The accuracy of predictive models ranged (in their most accurate, RSF implementation) from 0.702 for NASH/NAFLD to 0.896 for mortality. Lower discriminative ability for conditions like NASH/NAFLD and sleep apnea could be explained, in part, by their likely underdiagnosis.^{31, 32} On the other hand, the incidence of death was ascertained from a combination of local hospital data and the Social Security Death Master File, leading to a fairly comprehensive identification of deceased individuals, which could potentially explain the particularly high performance of the predictive models in this area. The accuracy of the predictive models developed in this study was comparable to other previously published predictive models for the same outcomes.^{13, 33, 34}

Even though multiple variables were selected into the predictive models by the lasso procedure and many of these had highly significant relationships with the corresponding outcome, parsimonious risk models that only included four to seven predictor variables had only slightly lower discriminative ability. One potential explanation could be the relatively low prevalence of many of the patient characteristics that were highly predictive of complications (e.g., human immunodeficiency virus infection) and relatively low strength of the effect of others (e.g., elevated blood pressure or hypercholesterolemia) that were not ultimately included in the parsimonious models. On the other hand, relatively common risk factors such as age, smoking and family history of related conditions were included in many of the parsimonious risk models.

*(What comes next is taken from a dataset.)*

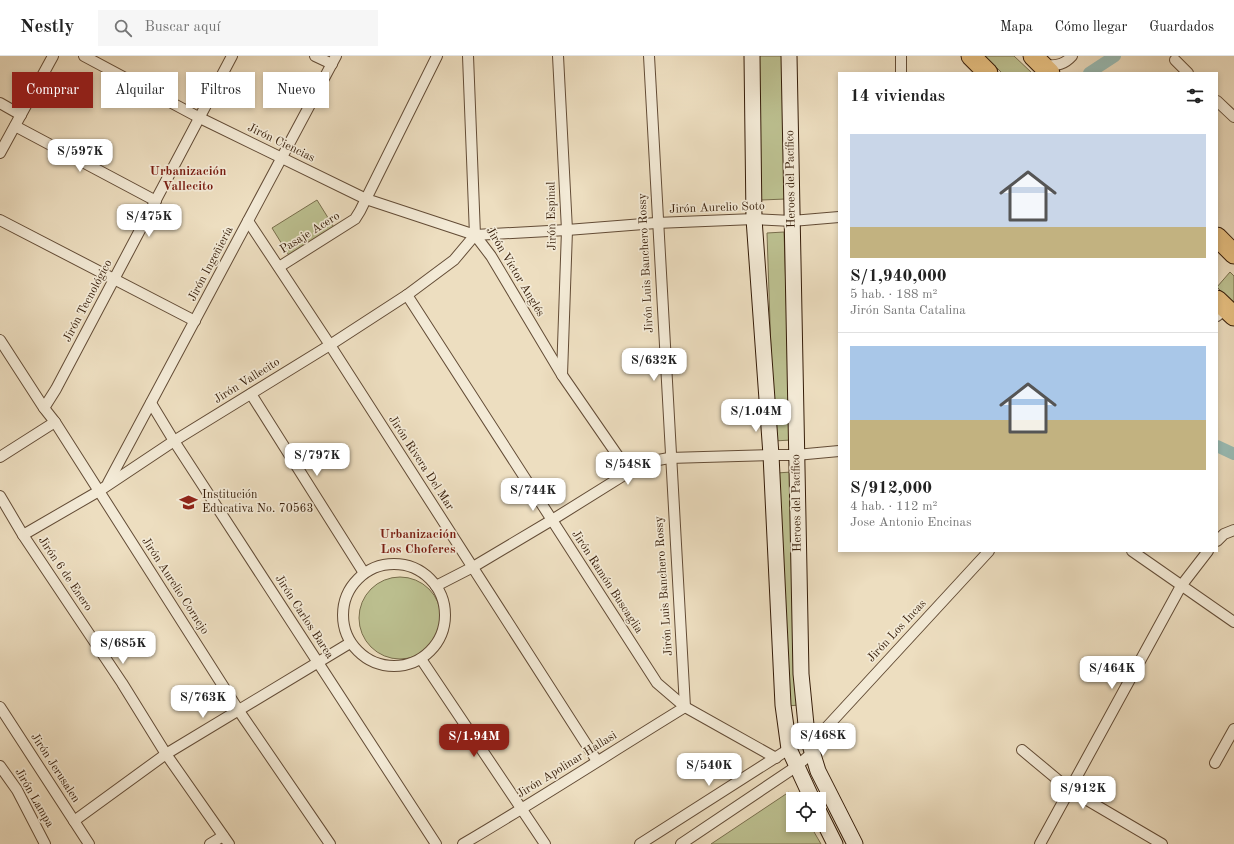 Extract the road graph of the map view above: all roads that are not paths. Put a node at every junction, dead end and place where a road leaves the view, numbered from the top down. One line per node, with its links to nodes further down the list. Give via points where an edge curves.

Body mass index was significantly associated with all nine outcomes studied. This finding underscores the importance of excess weight as a major contributor to human health and quality of life. It is thought that overweight and obesity play a significant role in the lag of life expectancy in the U.S. compared to many other developed countries.³⁵ Nevertheless, this major health problem is often not addressed by treating clinicians³⁶ and potential treatments are not being discussed with patients,³⁷ reflecting possibly a mix of social stigma and therapeutic inertia.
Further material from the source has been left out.